======== DATASET

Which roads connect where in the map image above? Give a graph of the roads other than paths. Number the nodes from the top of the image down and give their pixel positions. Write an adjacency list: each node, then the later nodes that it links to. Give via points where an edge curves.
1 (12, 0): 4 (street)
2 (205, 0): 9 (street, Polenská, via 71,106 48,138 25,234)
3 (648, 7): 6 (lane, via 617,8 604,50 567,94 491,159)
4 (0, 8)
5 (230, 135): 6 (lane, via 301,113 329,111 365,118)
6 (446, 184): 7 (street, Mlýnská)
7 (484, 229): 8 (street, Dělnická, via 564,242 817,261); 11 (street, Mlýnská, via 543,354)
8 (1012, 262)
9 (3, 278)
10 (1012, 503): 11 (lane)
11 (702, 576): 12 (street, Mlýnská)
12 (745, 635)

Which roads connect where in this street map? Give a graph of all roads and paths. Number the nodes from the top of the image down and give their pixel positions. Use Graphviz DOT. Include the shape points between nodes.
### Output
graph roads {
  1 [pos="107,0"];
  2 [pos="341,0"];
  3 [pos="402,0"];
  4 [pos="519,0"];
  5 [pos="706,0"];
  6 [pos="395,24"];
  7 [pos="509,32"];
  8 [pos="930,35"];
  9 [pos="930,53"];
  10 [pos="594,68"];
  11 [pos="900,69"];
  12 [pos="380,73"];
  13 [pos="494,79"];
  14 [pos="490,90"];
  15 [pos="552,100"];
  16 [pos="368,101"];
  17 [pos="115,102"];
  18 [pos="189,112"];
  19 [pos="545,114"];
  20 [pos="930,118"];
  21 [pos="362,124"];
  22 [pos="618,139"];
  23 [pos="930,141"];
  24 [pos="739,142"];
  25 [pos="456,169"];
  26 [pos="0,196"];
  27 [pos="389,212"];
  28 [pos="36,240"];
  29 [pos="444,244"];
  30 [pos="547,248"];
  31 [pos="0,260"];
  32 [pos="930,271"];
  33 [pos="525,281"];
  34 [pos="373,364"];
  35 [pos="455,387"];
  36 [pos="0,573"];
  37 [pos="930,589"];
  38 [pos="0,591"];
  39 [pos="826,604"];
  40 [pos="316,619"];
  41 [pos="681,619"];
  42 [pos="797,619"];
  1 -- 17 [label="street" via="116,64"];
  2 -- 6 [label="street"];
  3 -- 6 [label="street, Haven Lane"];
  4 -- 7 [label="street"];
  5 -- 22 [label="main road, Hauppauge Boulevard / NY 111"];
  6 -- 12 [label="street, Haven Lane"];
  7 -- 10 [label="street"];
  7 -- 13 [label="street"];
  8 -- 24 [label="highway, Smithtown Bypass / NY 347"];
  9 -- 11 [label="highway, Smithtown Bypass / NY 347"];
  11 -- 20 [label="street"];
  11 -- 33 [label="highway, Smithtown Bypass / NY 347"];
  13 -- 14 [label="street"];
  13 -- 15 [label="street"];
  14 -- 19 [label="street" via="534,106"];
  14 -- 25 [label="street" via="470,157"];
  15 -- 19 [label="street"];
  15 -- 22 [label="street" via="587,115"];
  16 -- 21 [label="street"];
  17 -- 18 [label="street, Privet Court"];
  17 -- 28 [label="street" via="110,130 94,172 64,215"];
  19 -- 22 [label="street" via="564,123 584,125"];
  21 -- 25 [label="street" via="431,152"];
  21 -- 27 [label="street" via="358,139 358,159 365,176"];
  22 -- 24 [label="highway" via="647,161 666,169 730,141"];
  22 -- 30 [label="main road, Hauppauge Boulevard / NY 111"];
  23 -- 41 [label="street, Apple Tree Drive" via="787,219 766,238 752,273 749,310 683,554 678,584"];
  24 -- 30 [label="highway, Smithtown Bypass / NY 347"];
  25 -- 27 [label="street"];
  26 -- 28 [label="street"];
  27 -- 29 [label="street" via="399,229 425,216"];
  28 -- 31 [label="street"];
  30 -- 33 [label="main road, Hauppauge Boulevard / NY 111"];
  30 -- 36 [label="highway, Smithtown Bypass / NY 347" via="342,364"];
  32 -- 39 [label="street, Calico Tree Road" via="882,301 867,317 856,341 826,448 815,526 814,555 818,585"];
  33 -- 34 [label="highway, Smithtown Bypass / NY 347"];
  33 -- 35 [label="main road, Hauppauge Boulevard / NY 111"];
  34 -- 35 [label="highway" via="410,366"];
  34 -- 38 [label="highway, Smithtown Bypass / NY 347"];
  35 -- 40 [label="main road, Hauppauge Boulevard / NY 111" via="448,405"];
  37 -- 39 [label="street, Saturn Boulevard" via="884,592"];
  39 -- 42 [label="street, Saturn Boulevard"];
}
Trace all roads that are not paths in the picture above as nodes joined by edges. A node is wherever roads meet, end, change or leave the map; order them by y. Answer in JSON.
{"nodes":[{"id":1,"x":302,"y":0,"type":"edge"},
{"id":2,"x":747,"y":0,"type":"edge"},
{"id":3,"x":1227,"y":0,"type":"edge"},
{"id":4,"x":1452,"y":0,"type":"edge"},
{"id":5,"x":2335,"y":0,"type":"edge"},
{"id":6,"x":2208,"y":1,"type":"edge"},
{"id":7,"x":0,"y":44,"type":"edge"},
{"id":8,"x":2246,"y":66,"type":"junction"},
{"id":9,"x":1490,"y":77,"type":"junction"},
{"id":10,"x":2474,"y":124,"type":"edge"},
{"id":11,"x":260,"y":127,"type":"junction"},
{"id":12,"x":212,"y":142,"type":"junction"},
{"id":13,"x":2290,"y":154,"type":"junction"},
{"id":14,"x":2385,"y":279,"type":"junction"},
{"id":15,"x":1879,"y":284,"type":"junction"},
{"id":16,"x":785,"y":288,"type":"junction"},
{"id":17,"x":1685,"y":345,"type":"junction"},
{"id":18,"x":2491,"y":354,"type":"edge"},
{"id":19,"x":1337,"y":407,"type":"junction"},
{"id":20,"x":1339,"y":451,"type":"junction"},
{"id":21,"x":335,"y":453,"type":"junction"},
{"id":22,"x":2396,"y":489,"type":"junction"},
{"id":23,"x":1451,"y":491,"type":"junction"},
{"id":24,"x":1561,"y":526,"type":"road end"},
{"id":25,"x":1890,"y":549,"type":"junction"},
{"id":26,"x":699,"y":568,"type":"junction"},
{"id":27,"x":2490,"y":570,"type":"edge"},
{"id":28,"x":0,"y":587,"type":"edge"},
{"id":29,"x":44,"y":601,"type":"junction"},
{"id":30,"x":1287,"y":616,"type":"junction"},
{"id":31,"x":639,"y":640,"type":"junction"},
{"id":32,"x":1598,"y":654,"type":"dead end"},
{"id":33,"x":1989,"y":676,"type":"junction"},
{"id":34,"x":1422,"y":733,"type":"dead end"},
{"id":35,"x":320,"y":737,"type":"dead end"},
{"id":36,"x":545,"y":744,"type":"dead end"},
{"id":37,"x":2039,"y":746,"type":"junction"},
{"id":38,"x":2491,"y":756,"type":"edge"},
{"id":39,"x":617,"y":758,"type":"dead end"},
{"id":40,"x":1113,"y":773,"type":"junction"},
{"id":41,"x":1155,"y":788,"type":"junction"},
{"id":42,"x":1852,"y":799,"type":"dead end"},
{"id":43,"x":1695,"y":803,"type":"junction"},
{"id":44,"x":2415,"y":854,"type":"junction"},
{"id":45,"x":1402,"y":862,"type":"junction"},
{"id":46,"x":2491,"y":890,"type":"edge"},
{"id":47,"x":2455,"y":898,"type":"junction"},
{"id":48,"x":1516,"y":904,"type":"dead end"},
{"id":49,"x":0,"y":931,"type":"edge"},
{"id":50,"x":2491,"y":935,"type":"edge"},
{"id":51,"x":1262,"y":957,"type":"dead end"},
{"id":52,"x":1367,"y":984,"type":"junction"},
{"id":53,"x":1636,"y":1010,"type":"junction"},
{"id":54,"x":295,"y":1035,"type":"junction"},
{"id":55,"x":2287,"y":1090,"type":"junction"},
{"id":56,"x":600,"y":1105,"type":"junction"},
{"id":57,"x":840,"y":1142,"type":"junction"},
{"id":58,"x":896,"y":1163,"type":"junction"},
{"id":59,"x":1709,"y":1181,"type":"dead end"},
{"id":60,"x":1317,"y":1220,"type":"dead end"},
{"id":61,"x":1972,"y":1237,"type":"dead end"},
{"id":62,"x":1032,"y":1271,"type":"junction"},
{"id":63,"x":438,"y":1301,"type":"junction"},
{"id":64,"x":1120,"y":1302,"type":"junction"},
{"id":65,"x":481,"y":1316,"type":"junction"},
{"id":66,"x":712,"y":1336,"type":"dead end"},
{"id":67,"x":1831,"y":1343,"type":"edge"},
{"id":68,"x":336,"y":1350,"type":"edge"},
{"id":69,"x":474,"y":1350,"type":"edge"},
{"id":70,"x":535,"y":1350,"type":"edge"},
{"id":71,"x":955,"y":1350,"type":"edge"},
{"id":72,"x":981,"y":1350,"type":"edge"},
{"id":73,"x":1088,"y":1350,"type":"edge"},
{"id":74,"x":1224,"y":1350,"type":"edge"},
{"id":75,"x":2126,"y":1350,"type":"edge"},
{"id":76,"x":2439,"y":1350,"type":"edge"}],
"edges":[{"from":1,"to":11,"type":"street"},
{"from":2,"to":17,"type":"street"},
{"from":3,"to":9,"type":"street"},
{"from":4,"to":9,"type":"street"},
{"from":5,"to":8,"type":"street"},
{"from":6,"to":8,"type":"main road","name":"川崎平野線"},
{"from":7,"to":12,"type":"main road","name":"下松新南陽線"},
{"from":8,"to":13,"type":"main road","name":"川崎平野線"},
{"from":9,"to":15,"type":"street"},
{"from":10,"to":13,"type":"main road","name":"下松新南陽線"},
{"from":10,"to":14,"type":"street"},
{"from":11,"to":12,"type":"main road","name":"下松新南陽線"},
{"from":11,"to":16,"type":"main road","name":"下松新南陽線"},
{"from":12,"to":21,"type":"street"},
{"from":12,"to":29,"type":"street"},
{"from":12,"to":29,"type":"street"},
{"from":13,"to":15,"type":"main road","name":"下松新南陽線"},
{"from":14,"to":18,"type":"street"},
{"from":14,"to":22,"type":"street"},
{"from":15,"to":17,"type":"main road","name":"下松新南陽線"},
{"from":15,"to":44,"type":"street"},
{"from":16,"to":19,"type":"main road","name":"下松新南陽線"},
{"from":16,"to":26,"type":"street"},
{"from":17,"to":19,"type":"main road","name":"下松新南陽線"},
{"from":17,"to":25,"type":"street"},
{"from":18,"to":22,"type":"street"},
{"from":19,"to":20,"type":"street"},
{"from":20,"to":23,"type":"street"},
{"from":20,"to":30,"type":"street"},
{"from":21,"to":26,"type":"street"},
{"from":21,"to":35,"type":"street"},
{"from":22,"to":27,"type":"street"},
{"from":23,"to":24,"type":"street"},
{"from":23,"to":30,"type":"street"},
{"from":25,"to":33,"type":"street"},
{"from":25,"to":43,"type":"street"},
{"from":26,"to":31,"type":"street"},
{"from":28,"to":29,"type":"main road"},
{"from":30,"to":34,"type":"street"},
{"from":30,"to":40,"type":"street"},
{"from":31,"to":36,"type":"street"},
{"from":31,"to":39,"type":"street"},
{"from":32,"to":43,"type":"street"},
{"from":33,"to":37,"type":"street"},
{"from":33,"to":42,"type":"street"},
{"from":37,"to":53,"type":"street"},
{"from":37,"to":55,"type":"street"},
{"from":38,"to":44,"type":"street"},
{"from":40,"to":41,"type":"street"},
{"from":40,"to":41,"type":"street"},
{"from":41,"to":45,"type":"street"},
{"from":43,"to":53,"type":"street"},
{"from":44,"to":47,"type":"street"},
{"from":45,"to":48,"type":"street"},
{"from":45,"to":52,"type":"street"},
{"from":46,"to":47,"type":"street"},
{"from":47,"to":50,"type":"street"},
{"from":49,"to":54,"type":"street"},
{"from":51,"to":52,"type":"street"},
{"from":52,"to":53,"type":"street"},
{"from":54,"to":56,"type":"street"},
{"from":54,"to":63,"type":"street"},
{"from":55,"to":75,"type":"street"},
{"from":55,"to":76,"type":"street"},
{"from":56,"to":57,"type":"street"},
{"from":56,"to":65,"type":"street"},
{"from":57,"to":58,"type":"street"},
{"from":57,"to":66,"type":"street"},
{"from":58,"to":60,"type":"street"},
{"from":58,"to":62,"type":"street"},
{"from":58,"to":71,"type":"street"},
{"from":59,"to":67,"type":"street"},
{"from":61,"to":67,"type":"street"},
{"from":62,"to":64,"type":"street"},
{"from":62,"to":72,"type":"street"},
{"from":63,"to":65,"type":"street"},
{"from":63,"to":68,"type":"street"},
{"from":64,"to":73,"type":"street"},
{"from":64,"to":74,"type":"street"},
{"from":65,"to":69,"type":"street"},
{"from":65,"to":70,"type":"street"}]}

================

• ASSIGNED TASK:
Copy out each line of the material above that holds the word "positions".

• EXERCISE OUTPUT:
Which roads connect where in the map image above? Give a graph of the roads other than paths. Number the nodes from the top of the image down and give their pixel positions. Write an adjacency list: each node, then the later nodes that it links to. Give via points where an edge curves.
Which roads connect where in this street map? Give a graph of all roads and paths. Number the nodes from the top of the image down and give their pixel positions. Use Graphviz DOT. Include the shape points between nodes.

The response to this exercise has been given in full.